- _Records for this task_
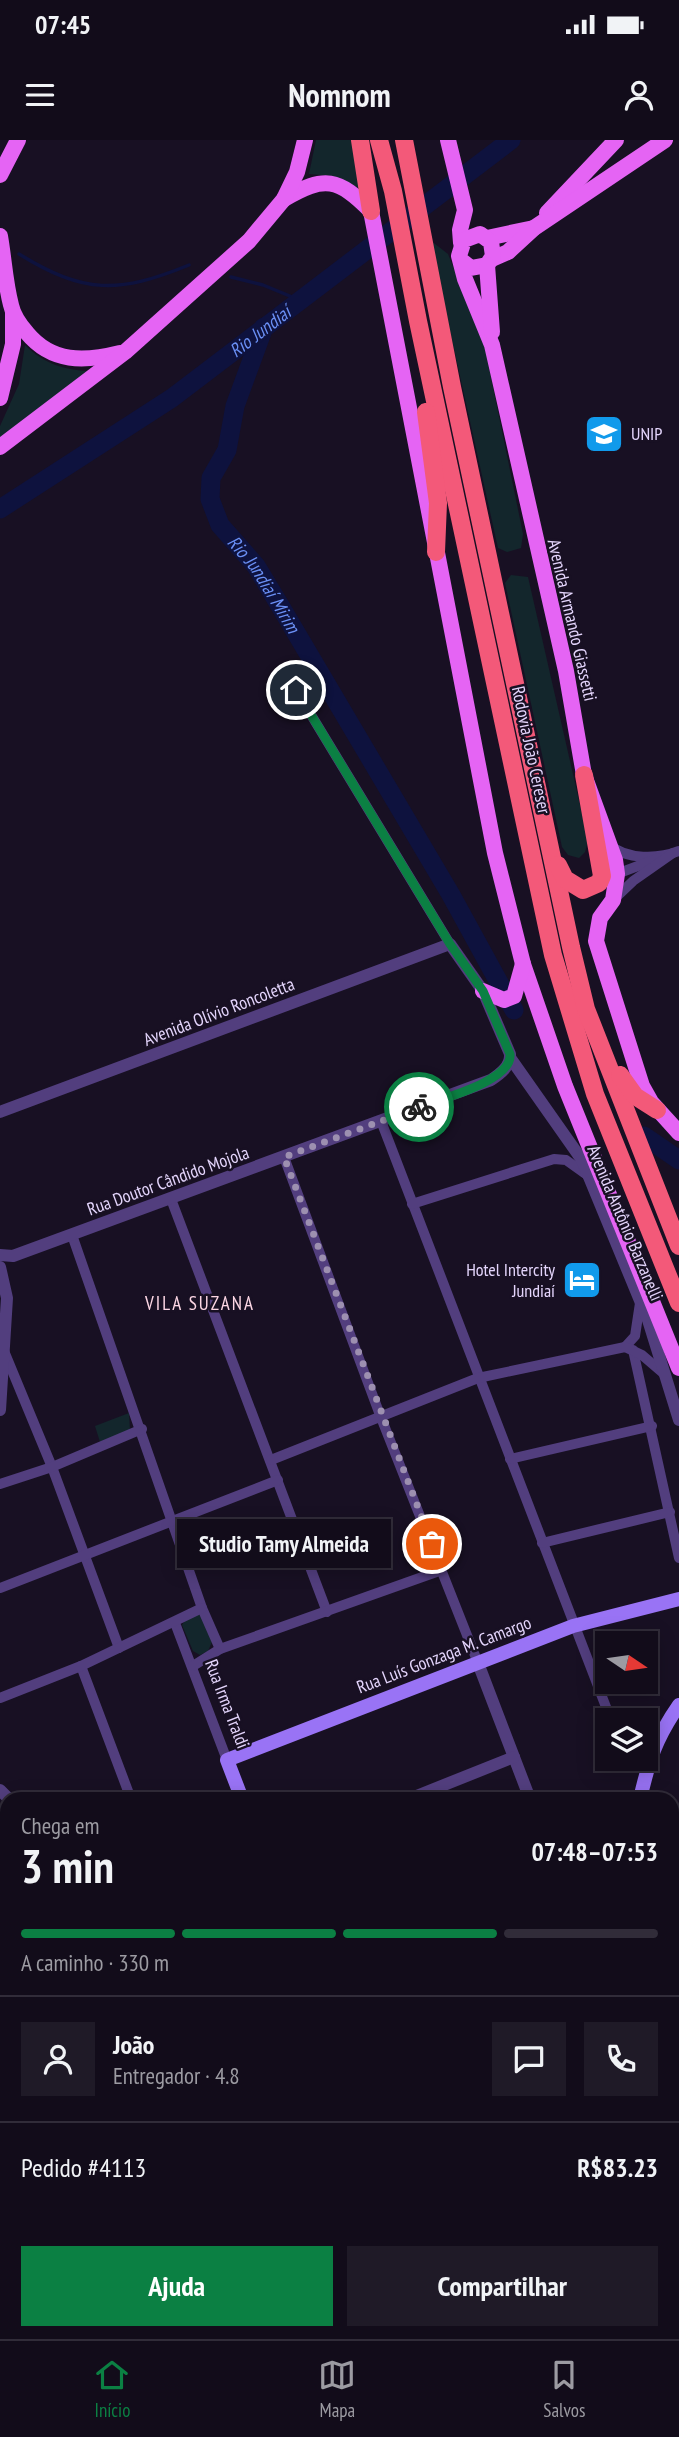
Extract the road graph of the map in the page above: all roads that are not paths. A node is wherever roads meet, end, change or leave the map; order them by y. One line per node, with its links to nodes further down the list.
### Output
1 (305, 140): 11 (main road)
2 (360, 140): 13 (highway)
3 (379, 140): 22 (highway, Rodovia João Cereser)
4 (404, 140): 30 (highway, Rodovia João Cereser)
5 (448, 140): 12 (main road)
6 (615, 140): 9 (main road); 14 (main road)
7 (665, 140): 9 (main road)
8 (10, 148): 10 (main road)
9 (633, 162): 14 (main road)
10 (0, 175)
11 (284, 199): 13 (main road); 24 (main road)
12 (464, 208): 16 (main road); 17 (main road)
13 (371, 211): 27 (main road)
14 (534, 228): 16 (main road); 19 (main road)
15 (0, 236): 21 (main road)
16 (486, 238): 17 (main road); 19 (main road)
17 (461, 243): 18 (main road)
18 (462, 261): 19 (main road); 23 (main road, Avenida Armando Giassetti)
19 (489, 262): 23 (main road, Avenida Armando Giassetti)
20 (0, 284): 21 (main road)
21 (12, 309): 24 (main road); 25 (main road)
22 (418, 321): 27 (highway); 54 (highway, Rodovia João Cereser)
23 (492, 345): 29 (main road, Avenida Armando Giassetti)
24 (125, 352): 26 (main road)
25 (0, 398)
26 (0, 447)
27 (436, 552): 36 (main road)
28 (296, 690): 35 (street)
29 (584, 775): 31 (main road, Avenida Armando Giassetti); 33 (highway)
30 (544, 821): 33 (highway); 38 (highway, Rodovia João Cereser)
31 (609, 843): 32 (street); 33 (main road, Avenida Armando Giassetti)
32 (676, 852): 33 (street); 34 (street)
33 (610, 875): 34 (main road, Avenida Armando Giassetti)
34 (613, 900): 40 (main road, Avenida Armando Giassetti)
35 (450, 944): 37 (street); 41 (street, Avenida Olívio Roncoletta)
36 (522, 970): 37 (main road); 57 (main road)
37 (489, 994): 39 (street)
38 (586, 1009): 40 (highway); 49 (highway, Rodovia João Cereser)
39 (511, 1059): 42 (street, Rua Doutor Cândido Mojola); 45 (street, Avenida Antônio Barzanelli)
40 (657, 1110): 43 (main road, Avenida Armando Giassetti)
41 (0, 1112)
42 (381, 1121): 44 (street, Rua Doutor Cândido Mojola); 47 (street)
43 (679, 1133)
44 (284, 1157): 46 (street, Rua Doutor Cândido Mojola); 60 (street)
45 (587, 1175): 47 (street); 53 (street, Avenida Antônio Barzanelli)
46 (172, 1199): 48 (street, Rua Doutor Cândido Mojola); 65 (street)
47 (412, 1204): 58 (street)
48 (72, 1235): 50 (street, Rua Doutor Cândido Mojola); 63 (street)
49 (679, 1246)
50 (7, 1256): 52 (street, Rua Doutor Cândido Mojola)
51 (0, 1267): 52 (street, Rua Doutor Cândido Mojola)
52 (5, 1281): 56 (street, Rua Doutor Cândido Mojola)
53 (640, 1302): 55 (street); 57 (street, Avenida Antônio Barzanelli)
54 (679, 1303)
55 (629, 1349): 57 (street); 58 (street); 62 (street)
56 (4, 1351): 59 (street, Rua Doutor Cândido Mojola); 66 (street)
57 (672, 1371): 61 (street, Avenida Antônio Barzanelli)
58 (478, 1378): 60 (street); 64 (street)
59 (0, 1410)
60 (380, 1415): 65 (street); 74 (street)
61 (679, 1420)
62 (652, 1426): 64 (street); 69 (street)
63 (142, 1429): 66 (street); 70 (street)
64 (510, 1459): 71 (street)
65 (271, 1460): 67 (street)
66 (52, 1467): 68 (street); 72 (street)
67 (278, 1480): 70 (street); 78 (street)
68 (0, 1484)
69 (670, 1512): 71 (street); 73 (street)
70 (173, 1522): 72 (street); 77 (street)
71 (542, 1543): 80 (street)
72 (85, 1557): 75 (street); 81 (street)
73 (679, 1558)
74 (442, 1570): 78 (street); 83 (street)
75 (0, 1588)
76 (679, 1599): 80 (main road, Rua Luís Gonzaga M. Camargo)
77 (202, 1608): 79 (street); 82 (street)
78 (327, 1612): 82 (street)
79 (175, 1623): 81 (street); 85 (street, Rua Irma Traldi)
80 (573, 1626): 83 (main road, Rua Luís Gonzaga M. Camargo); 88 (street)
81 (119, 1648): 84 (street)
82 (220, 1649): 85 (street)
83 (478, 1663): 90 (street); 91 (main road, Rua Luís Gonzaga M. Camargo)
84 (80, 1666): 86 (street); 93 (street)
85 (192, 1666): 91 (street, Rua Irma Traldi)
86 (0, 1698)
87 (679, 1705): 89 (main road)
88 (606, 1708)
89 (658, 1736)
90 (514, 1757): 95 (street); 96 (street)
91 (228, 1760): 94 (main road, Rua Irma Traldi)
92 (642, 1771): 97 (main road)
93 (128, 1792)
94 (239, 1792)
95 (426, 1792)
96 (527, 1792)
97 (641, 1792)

- _What is being asked_
Using the records above, count the lines containing "Camargo". Give no words besides the number.

- _Solved problem_
3